Excitation-dependent nonlinear behavior of distributed microcracks

Abstract

It is well known that microcracks generate strong higher harmonics in propagating monochromatic waves. There is a large amount of literature on modeling this phenomenon, but most of these existing papers only describe one specific mechanism. For example, Zhao et al. [1] assumes that the crack faces are either open under tension or closed under compression, and in the latter case they may slide against each other. On the other hand, the Nazarov and Sutin [2] model assumes microcracks as an elastic contact of two rough surfaces, which are never completely separated by an external load. All these mechanisms depend on the level of excitation.

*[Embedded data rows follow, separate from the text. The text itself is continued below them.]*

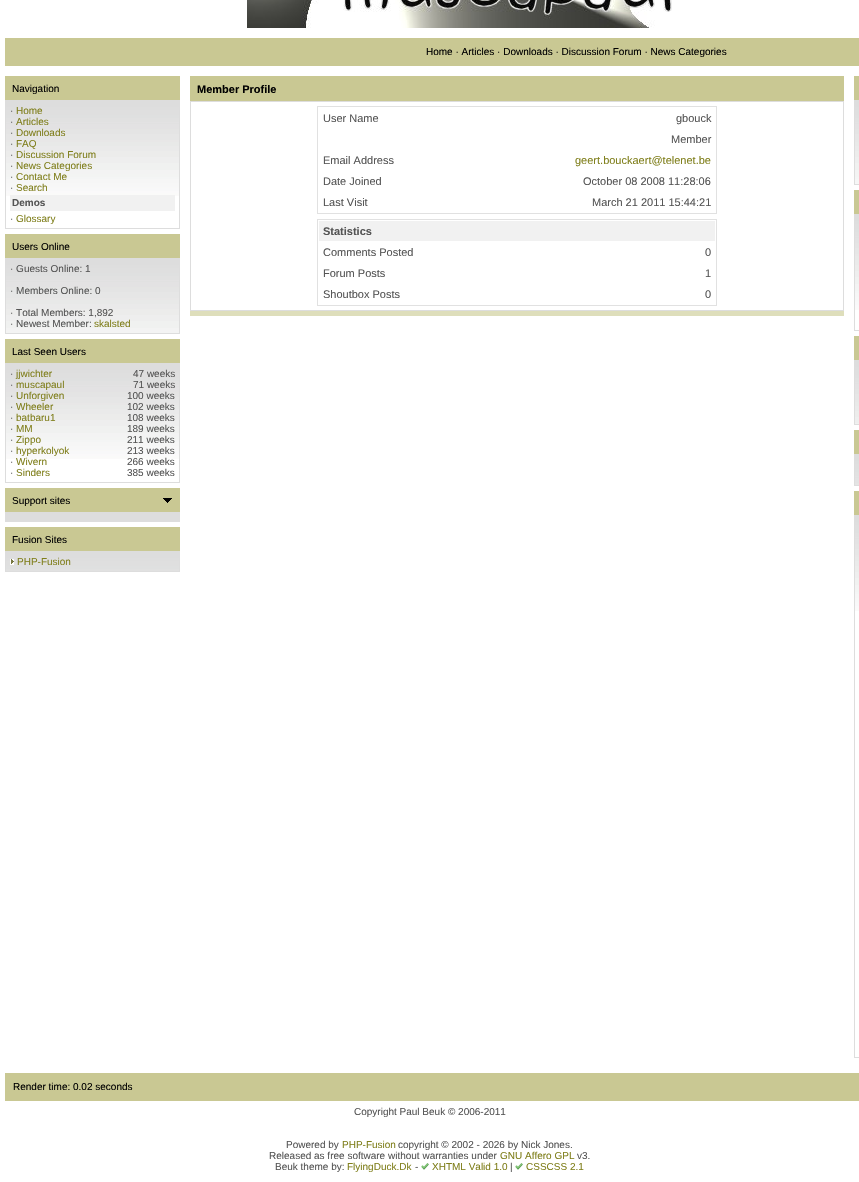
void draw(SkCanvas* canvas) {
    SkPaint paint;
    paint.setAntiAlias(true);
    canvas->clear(0xFFFFFFFF);
    canvas->drawImageRect(SkImages::DeferredFromEncodedData(SkData::MakeFromFileName("img1.png")), SkRect::MakeXYWH(247, 0, 425, 28), SkSamplingOptions());
    paint.setColor(0xFFC9C893);
    canvas->drawRect(SkRect::MakeXYWH(5, 38, 854, 28), paint);
    SkFont font1(fontMgr->matchFamilyStyle("Liberation Sans", SkFontStyle::Normal()), 10);
    font1.setSubpixel(true);
    paint.setColor(0xFF000000);
    canvas->drawString("Home · Articles · Downloads · Discussion Forum · News Categories", 426, 55, font1, paint);
    paint.setColor(0xFFC9C893);
    canvas->drawRect(SkRect::MakeXYWH(5, 76, 175, 24), paint);
    paint.setColor(0xFF000000);
    canvas->drawString("Navigation", 12, 92, font1, paint);
    canvas->drawImageRect(SkImages::DeferredFromEncodedData(SkData::MakeFromFileName("img2.png")), SkRect::MakeXYWH(6, 101, 173, 95), SkSamplingOptions());
    paint.setStyle(SkPaint::kStroke_Style);
    paint.setStrokeWidth(1);
    paint.setColor(0xFFDDDDDD);
    canvas->drawRect(SkRect::MakeXYWH(5.5f, 100.5f, 174, 128), paint);
    paint.setStyle(SkPaint::kFill_Style);
    paint.setColor(0xFF555555);
    canvas->drawString("·", 10, 114, font1, paint);
    paint.setColor(0xFF807F1C);
    canvas->drawString("Home", 16, 114, font1, paint);
    paint.setColor(0xFF555555);
    canvas->drawString("·", 10, 125, font1, paint);
    paint.setColor(0xFF807F1C);
    canvas->drawString("Articles", 16, 125, font1, paint);
    paint.setColor(0xFF555555);
    canvas->drawString("·", 10, 136, font1, paint);
    paint.setColor(0xFF807F1C);
    canvas->drawString("Downloads", 16, 136, font1, paint);
    paint.setColor(0xFF555555);
    canvas->drawString("·", 10, 147, font1, paint);
    paint.setColor(0xFF807F1C);
    canvas->drawString("FAQ", 16, 147, font1, paint);
    paint.setColor(0xFF555555);
    canvas->drawString("·", 10, 158, font1, paint);
    paint.setColor(0xFF807F1C);
    canvas->drawString("Discussion Forum", 16, 158, font1, paint);
    paint.setColor(0xFF555555);
    canvas->drawString("·", 10, 169, font1, paint);
    paint.setColor(0xFF807F1C);
    canvas->drawString("News Categories", 16, 169, font1, paint);
    paint.setColor(0xFF555555);
    canvas->drawString("·", 10, 180, font1, paint);
    paint.setColor(0xFF807F1C);
    canvas->drawString("Contact Me", 16, 180, font1, paint);
    paint.setColor(0xFF555555);
    canvas->drawString("·", 10, 191, font1, paint);
    paint.setColor(0xFF807F1C);
    canvas->drawString("Search", 16, 191, font1, paint);
    paint.setColor(0xFFF1F1F1);
    canvas->drawRect(SkRect::MakeXYWH(10, 195, 165, 16), paint);
    SkFont font2(fontMgr->matchFamilyStyle("Liberation Sans", SkFontStyle::Bold()), 10);
    font2.setSubpixel(true);
    paint.setColor(0xFF555555);
    canvas->drawString("Demos", 12, 206, font2, paint);
    canvas->drawString("·", 10, 222, font1, paint);
    paint.setColor(0xFF807F1C);
    canvas->drawString("Glossary", 16, 222, font1, paint);
    paint.setColor(0xFFC9C893);
    canvas->drawRect(SkRect::MakeXYWH(5, 234, 175, 24), paint);
    paint.setColor(0xFF000000);
    canvas->drawString("Users Online", 12, 250, font1, paint);
    canvas->drawImageRect(SkImages::DeferredFromEncodedData(SkData::MakeFromFileName("img3.png")), SkRect::MakeXYWH(6, 259, 173, 74), SkSamplingOptions());
    paint.setStyle(SkPaint::kStroke_Style);
    paint.setColor(0xFFDDDDDD);
    canvas->drawRect(SkRect::MakeXYWH(5.5f, 258.5f, 174, 75), paint);
    paint.setStyle(SkPaint::kFill_Style);
    paint.setColor(0xFF555555);
    canvas->drawString("· Guests Online: 1", 10, 272, font1, paint);
    canvas->drawString("· Members Online: 0", 10, 294, font1, paint);
    canvas->drawString("· Total Members: 1,892", 10, 316, font1, paint);
    canvas->drawString("· Newest Member:", 10, 327, font1, paint);
    paint.setColor(0xFF807F1C);
    canvas->drawString("skalsted", 94, 327, font1, paint);
    paint.setColor(0xFFC9C893);
    canvas->drawRect(SkRect::MakeXYWH(5, 339, 175, 24), paint);
    paint.setColor(0xFF000000);
    canvas->drawString("Last Seen Users", 12, 355, font1, paint);
    canvas->drawImageRect(SkImages::DeferredFromEncodedData(SkData::MakeFromFileName("img2.png")), SkRect::MakeXYWH(6, 364, 173, 95), SkSamplingOptions());
    paint.setStyle(SkPaint::kStroke_Style);
    paint.setColor(0xFFDDDDDD);
    canvas->drawRect(SkRect::MakeXYWH(5.5f, 363.5f, 174, 119), paint);
    paint.setStyle(SkPaint::kFill_Style);
    paint.setColor(0xFF555555);
    canvas->drawString("·", 10, 377, font1, paint);
    paint.setColor(0xFF807F1C);
    canvas->drawString("jjwichter", 16, 377, font1, paint);
    paint.setColor(0xFF555555);
    canvas->drawString("47 weeks", 133, 377, font1, paint);
    canvas->drawString("·", 10, 388, font1, paint);
    paint.setColor(0xFF807F1C);
    canvas->drawString("muscapaul", 16, 388, font1, paint);
    paint.setColor(0xFF555555);
    canvas->drawString("71 weeks", 133, 388, font1, paint);
    canvas->drawString("·", 10, 399, font1, paint);
    paint.setColor(0xFF807F1C);
    canvas->drawString("Unforgiven", 16, 399, font1, paint);
    paint.setColor(0xFF555555);
    canvas->drawString("100 weeks", 127, 399, font1, paint);
    canvas->drawString("·", 10, 410, font1, paint);
    paint.setColor(0xFF807F1C);
    canvas->drawString("Wheeler", 16, 410, font1, paint);
    paint.setColor(0xFF555555);
    canvas->drawString("102 weeks", 127, 410, font1, paint);
    canvas->drawString("·", 10, 421, font1, paint);
    paint.setColor(0xFF807F1C);
    canvas->drawString("batbaru1", 16, 421, font1, paint);
    paint.setColor(0xFF555555);
    canvas->drawString("108 weeks", 127, 421, font1, paint);
    canvas->drawString("·", 10, 432, font1, paint);
    paint.setColor(0xFF807F1C);
    canvas->drawString("MM", 16, 432, font1, paint);
    paint.setColor(0xFF555555);
    canvas->drawString("189 weeks", 127, 432, font1, paint);
    canvas->drawString("·", 10, 443, font1, paint);
    paint.setColor(0xFF807F1C);
    canvas->drawString("Zippo", 16, 443, font1, paint);
    paint.setColor(0xFF555555);
    canvas->drawString("211 weeks", 127, 443, font1, paint);
    canvas->drawString("·", 10, 454, font1, paint);
    paint.setColor(0xFF807F1C);
    canvas->drawString("hyperkolyok", 16, 454, font1, paint);
    paint.setColor(0xFF555555);
    canvas->drawString("213 weeks", 127, 454, font1, paint);
    canvas->drawString("·", 10, 465, font1, paint);
    paint.setColor(0xFF807F1C);
    canvas->drawString("Wivern", 16, 465, font1, paint);
    paint.setColor(0xFF555555);
    canvas->drawString("266 weeks", 127, 465, font1, paint);
    canvas->drawString("·", 10, 476, font1, paint);
    paint.setColor(0xFF807F1C);
    canvas->drawString("Sinders", 16, 476, font1, paint);
    paint.setColor(0xFF555555);
    canvas->drawString("385 weeks", 127, 476, font1, paint);
    paint.setColor(0xFFC9C893);
    canvas->drawRect(SkRect::MakeXYWH(5, 488, 175, 24), paint);
    paint.setColor(0xFF000000);
    canvas->drawString("Support sites", 12, 504, font1, paint);
    canvas->drawImageRect(SkImages::DeferredFromEncodedData(SkData::MakeFromFileName("img4.png")), SkRect::MakeXYWH(163, 498, 9, 5), SkSamplingOptions());
    paint.setColor(0xFFDDDDDD);
    canvas->drawRect(SkRect::MakeXYWH(5.5f, 512.5f, 174, 9), paint);
    paint.setStyle(SkPaint::kStroke_Style);
    canvas->drawRect(SkRect::MakeXYWH(5.5f, 512.5f, 174, 9), paint);
    paint.setStyle(SkPaint::kFill_Style);
    paint.setColor(0xFFC9C893);
    canvas->drawRect(SkRect::MakeXYWH(5, 527, 175, 24), paint);
    paint.setColor(0xFF000000);
    canvas->drawString("Fusion Sites", 12, 543, font1, paint);
    canvas->drawImageRect(SkImages::DeferredFromEncodedData(SkData::MakeFromFileName("img5.png")), SkRect::MakeXYWH(6, 552, 173, 19), SkSamplingOptions());
    paint.setStyle(SkPaint::kStroke_Style);
    paint.setColor(0xFFDDDDDD);
    canvas->drawRect(SkRect::MakeXYWH(5.5f, 551.5f, 174, 20), paint);
    canvas->drawImageRect(SkImages::DeferredFromEncodedData(SkData::MakeFromFileName("img6.png")), SkRect::MakeXYWH(10, 559, 4, 6), SkSamplingOptions());
    paint.setStyle(SkPaint::kFill_Style);
    paint.setColor(0xFF807F1C);
    canvas->drawString("PHP-Fusion", 17, 565, font1, paint);
    paint.setColor(0xFFC9C893);
    canvas->drawRect(SkRect::MakeXYWH(190, 76, 654, 25), paint);
    SkFont font3(fontMgr->matchFamilyStyle("Liberation Sans", SkFontStyle::Bold()), 11);
    font3.setSubpixel(true);
    paint.setColor(0xFF000000);
    canvas->drawString("Member Profile", 197, 93, font3, paint);
    paint.setStyle(SkPaint::kStroke_Style);
    paint.setColor(0xFFDDDDDD);
    canvas->drawRect(SkRect::MakeXYWH(190.5f, 101.5f, 653, 209), paint);
    paint.setColor(0xFFE1E1E1);
    canvas->drawRect(SkRect::MakeXYWH(317.5f, 106.5f, 399, 107), paint);
    SkFont font4(fontMgr->matchFamilyStyle("Liberation Sans", SkFontStyle::Normal()), 11);
    font4.setSubpixel(true);
    paint.setStyle(SkPaint::kFill_Style);
    paint.setColor(0xFF555555);
    canvas->drawString("User Name", 323, 122, font4, paint);
    canvas->drawString("gbouck", 676, 122, font4, paint);
    canvas->drawString("Member", 671, 143, font4, paint);
    canvas->drawString("Email Address", 323, 164, font4, paint);
    paint.setColor(0xFF807F1C);
    canvas->drawString("geert.bouckaert@telenet.be", 575, 164, font4, paint);
    paint.setColor(0xFF555555);
    canvas->drawString("Date Joined", 323, 185, font4, paint);
    canvas->drawString("October 08 2008 11:28:06", 583, 185, font4, paint);
    canvas->drawString("Last Visit", 323, 206, font4, paint);
    canvas->drawString("March 21 2011 15:44:21", 592, 206, font4, paint);
    paint.setStyle(SkPaint::kStroke_Style);
    paint.setColor(0xFFE1E1E1);
    canvas->drawRect(SkRect::MakeXYWH(317.5f, 219.5f, 399, 86), paint);
    paint.setStyle(SkPaint::kFill_Style);
    paint.setColor(0xFFF1F1F1);
    canvas->drawRect(SkRect::MakeXYWH(319, 221, 396, 20), paint);
    paint.setColor(0xFF555555);
    canvas->drawString("Statistics", 323, 235, font3, paint);
    canvas->drawString("Comments Posted", 323, 256, font4, paint);
    canvas->drawString("0", 705, 256, font4, paint);
    canvas->drawString("Forum Posts", 323, 277, font4, paint);
    canvas->drawString("1", 705, 277, font4, paint);
    canvas->drawString("Shoutbox Posts", 323, 298, font4, paint);
    canvas->drawString("0", 705, 298, font4, paint);
    paint.setColor(0xFFDEDEBB);
    canvas->drawRect(SkRect::MakeXYWH(190, 311, 654, 5), paint);
    paint.setColor(0xFFC9C893);
    canvas->drawRect(SkRect::MakeXYWH(854, 76, 5, 24), paint);
    canvas->drawImageRect(SkImages::DeferredFromEncodedData(SkData::MakeFromFileName("img7.png")), SkRect::MakeXYWH(855, 101, 4, 83), SkSamplingOptions());
    paint.setStyle(SkPaint::kStroke_Style);
    paint.setColor(0xFFDDDDDD);
    canvas->drawRect(SkRect::MakeXYWH(854.5f, 100.5f, 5, 84), paint);
    paint.setStyle(SkPaint::kFill_Style);
    paint.setColor(0xFFC9C893);
    canvas->drawRect(SkRect::MakeXYWH(854, 190, 5, 24), paint);
    canvas->drawImageRect(SkImages::DeferredFromEncodedData(SkData::MakeFromFileName("img8.png")), SkRect::MakeXYWH(855, 215, 4, 95), SkSamplingOptions());
    paint.setStyle(SkPaint::kStroke_Style);
    paint.setColor(0xFFDDDDDD);
    canvas->drawRect(SkRect::MakeXYWH(854.5f, 214.5f, 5, 116), paint);
    paint.setStyle(SkPaint::kFill_Style);
    paint.setColor(0xFFC9C893);
    canvas->drawRect(SkRect::MakeXYWH(854, 336, 5, 24), paint);
    canvas->drawImageRect(SkImages::DeferredFromEncodedData(SkData::MakeFromFileName("img9.png")), SkRect::MakeXYWH(855, 361, 4, 63), SkSamplingOptions());
    paint.setStyle(SkPaint::kStroke_Style);
    paint.setColor(0xFFDDDDDD);
    canvas->drawRect(SkRect::MakeXYWH(854.5f, 360.5f, 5, 64), paint);
    paint.setStyle(SkPaint::kFill_Style);
    paint.setColor(0xFFC9C893);
    canvas->drawRect(SkRect::MakeXYWH(854, 430, 5, 24), paint);
    canvas->drawImageRect(SkImages::DeferredFromEncodedData(SkData::MakeFromFileName("img10.png")), SkRect::MakeXYWH(855, 455, 4, 30), SkSamplingOptions());
    paint.setStyle(SkPaint::kStroke_Style);
    paint.setColor(0xFFDDDDDD);
    canvas->drawRect(SkRect::MakeXYWH(854.5f, 454.5f, 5, 31), paint);
    paint.setStyle(SkPaint::kFill_Style);
    paint.setColor(0xFFC9C893);
    canvas->drawRect(SkRect::MakeXYWH(854, 491, 5, 24), paint);
    canvas->drawImageRect(SkImages::DeferredFromEncodedData(SkData::MakeFromFileName("img8.png")), SkRect::MakeXYWH(855, 516, 4, 95), SkSamplingOptions());
    paint.setStyle(SkPaint::kStroke_Style);
    paint.setColor(0xFFDDDDDD);
    canvas->drawRect(SkRect::MakeXYWH(854.5f, 515.5f, 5, 542), paint);
    paint.setStyle(SkPaint::kFill_Style);
    paint.setColor(0xFFC9C893);
    canvas->drawRect(SkRect::MakeXYWH(5, 1073, 854, 28), paint);
    paint.setColor(0xFF000000);
    canvas->drawString("Render time: 0.02 seconds", 13, 1090, font1, paint);
    paint.setColor(0xFF555555);
    canvas->drawString("Copyright Paul Beuk © 2006-2011", 354, 1115, font1, paint);
    canvas->drawString("Powered by", 286, 1148, font1, paint);
    paint.setColor(0xFF807F1C);
    canvas->drawString("PHP-Fusion", 342, 1148, font1, paint);
    paint.setColor(0xFF555555);
    canvas->drawString("copyright © 2002 - 2026 by Nick Jones.", 398, 1148, font1, paint);
    canvas->drawString("Released as free software without warranties under", 269, 1159, font1, paint);
    paint.setColor(0xFF807F1C);
    canvas->drawString("GNU Affero GPL", 500, 1159, font1, paint);
    paint.setColor(0xFF555555);
    canvas->drawString("v3.", 577, 1159, font1, paint);
    canvas->drawString("Beuk theme by:", 275, 1170, font1, paint);
    paint.setColor(0xFF807F1C);
    canvas->drawString("FlyingDuck.Dk", 347, 1170, font1, paint);
    paint.setColor(0xFF555555);
    canvas->drawString("-", 415, 1170, font1, paint);
    canvas->drawImageRect(SkImages::DeferredFromEncodedData(SkData::MakeFromFileName("img11.png")), SkRect::MakeXYWH(421, 1163, 8, 7), SkSamplingOptions());
    paint.setColor(0xFF807F1C);
    canvas->drawString("XHTML Valid 1.0", 432, 1170, font1, paint);
    paint.setColor(0xFF555555);
    canvas->drawString("|", 510, 1170, font1, paint);
    canvas->drawImageRect(SkImages::DeferredFromEncodedData(SkData::MakeFromFileName("img11.png")), SkRect::MakeXYWH(515, 1163, 8, 7), SkSamplingOptions());
    paint.setColor(0xFF807F1C);
    canvas->drawString("CSSCSS 2.1", 526, 1170, font1, paint);
}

In this research, a micromechanical model for the acoustic nonlinearity generation of microcracks is developed by combining the bilinear stiffness model and the rough surface contact model to describe the excitation-dependent nonlinear behavior of distributed microcracks. It is shown that the first and second harmonic amplitudes have the relationship: A2~A1n, with n dependent on the amplitude of excitation, and 2 ≥ n ≥ 1 for non-adhesive crack surfaces. Nanostructured ferritic alloys (NFAs) [3] are considered as an example. These materials exhibit outstanding high-temperature properties, irradiation tolerance and thermal stability, making them a leading candidate for advanced nuclear fission and fusion applications. One characteristic property of mechanically processed NFAs is their layer-like structure, with a large number of microcracks aligned in a specific direction. Nonlinear ultrasound measurements (acoustic nonlinearity, β) with longitudinal waves are used to characterize this material. The results show that these measurement techniques are sensitive to the orientation of the cracks. The model developed in this research is then used to interpret these experimental measurements and used to characterize the microcracks in a NFA specimen.